Like I said the other day...he took a roster full of rejects and role players and all he needed was a QB with talent that he could develop and somehow miraculously fashioned a true NC contender out of it one year removed from a rotten 4 win team that then proceeded to lose over half of it's best talent to transfer...I don't understand how that absolute FACT has been forgotten so quickly....it blows my mind.

The Idiot Margin in here bitch, pissing and moaning loudly, and I can't wait to see what he does with (no offense to Hendon) the best QB talent he has ever had to work with in his career.
I just don't understand how people miss this. It's a puzzling piece of human nature, I guess.
 
Joe was the best he's been his entire career and he did have a solid year statistically. I'm happy for him getting to start the entire season and he definitely showed improvement.

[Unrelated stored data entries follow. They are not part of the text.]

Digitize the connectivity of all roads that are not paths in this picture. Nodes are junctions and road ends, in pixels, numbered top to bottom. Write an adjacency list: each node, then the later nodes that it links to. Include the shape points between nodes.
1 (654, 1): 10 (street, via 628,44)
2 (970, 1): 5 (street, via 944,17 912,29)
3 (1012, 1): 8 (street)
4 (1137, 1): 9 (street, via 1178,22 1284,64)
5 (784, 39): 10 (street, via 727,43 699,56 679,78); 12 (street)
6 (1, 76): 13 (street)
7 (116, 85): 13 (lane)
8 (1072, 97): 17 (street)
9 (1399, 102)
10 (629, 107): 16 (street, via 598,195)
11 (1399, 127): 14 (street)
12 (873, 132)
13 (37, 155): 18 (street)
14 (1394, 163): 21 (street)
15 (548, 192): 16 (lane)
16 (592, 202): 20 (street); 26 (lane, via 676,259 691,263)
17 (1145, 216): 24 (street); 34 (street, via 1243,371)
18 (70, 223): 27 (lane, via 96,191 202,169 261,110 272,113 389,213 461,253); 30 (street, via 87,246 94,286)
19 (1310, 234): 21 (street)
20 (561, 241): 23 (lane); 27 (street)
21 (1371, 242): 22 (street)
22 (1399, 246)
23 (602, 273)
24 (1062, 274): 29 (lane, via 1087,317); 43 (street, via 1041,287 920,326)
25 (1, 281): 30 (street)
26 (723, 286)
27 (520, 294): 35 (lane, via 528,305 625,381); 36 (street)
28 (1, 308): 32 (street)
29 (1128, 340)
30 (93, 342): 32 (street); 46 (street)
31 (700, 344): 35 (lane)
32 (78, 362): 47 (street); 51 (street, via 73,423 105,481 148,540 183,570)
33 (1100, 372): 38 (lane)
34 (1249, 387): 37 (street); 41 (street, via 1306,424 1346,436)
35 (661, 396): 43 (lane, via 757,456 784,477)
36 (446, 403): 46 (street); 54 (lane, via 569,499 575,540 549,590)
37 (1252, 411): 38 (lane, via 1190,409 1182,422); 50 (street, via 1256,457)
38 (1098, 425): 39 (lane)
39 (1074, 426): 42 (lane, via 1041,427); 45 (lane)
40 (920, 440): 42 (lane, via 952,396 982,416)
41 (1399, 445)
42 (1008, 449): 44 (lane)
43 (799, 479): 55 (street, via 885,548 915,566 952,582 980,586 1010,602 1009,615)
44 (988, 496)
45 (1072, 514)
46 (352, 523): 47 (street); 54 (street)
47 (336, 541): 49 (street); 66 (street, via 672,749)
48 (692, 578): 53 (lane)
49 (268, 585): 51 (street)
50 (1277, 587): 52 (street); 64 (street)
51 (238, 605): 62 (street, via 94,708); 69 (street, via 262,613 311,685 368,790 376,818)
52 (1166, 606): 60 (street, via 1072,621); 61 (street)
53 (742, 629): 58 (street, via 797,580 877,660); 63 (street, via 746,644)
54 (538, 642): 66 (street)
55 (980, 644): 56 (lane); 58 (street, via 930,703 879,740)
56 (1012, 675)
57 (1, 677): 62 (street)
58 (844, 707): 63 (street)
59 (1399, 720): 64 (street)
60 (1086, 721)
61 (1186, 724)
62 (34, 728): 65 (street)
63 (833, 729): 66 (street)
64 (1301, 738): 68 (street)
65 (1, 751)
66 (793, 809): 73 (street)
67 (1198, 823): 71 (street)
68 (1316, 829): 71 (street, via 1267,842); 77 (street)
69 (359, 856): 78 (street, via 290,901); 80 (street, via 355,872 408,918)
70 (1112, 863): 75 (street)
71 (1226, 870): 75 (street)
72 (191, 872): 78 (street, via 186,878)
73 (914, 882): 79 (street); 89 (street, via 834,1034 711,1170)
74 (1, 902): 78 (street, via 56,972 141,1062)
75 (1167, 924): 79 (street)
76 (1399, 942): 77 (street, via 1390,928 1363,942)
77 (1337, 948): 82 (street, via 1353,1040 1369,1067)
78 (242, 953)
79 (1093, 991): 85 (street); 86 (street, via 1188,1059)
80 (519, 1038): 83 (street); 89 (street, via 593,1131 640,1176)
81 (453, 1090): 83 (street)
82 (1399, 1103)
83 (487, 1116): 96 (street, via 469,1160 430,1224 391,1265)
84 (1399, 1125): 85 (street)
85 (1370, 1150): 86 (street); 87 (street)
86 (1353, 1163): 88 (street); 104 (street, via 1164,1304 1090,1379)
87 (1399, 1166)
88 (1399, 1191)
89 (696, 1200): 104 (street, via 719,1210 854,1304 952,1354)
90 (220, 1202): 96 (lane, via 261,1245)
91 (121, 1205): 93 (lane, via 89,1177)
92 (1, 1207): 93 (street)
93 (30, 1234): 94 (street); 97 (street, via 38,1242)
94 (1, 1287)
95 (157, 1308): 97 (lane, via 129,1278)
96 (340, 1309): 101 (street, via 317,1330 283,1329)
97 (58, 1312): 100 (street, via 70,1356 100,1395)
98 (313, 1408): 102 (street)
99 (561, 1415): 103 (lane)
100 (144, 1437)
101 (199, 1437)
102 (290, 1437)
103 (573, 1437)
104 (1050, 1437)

I hope he gets drafted and has a long career in the NFL. I like Joe and I'm not blaming him for every failure this season.

That being said, the coaches were limited in what they could run on offense. You don't have to believe it, but that's absolutely the case. That doesn't mean the coaches always made the right call and every instance of failure was Joe's fault...but they had to shrink the offense down a lot. Don't be shocked next year when the play calling and gameplans magically look more like we saw Heupel's first two seasons.
The dummy really believes Heup forgot how to football a few months removed from having the #1 offense...
 
People seem to be comparing Milton's stats to our previous offenses before Heupel or average offenses in NCAA. Those stats dont look so pretty when you start comparing them to Heupel's previous offenses. I think Milton had the worst production of any QB to start in a Heupel offense. If not the worst, he's near the bottom of the list.

Anyway, I'm not knocking Joe too much. . . there was a lack of help from others on offense (the OL without Mays, WR issues, Bru Injury, RB's having a great year, etc). Hopefully we see a jump in all those areas next season and it translates to Nico having a great year.
The idea that the RB's having a great year was "a lack of help from others on offense" made me chuckle. I know that's not really how you meant it, but it brought me a laugh.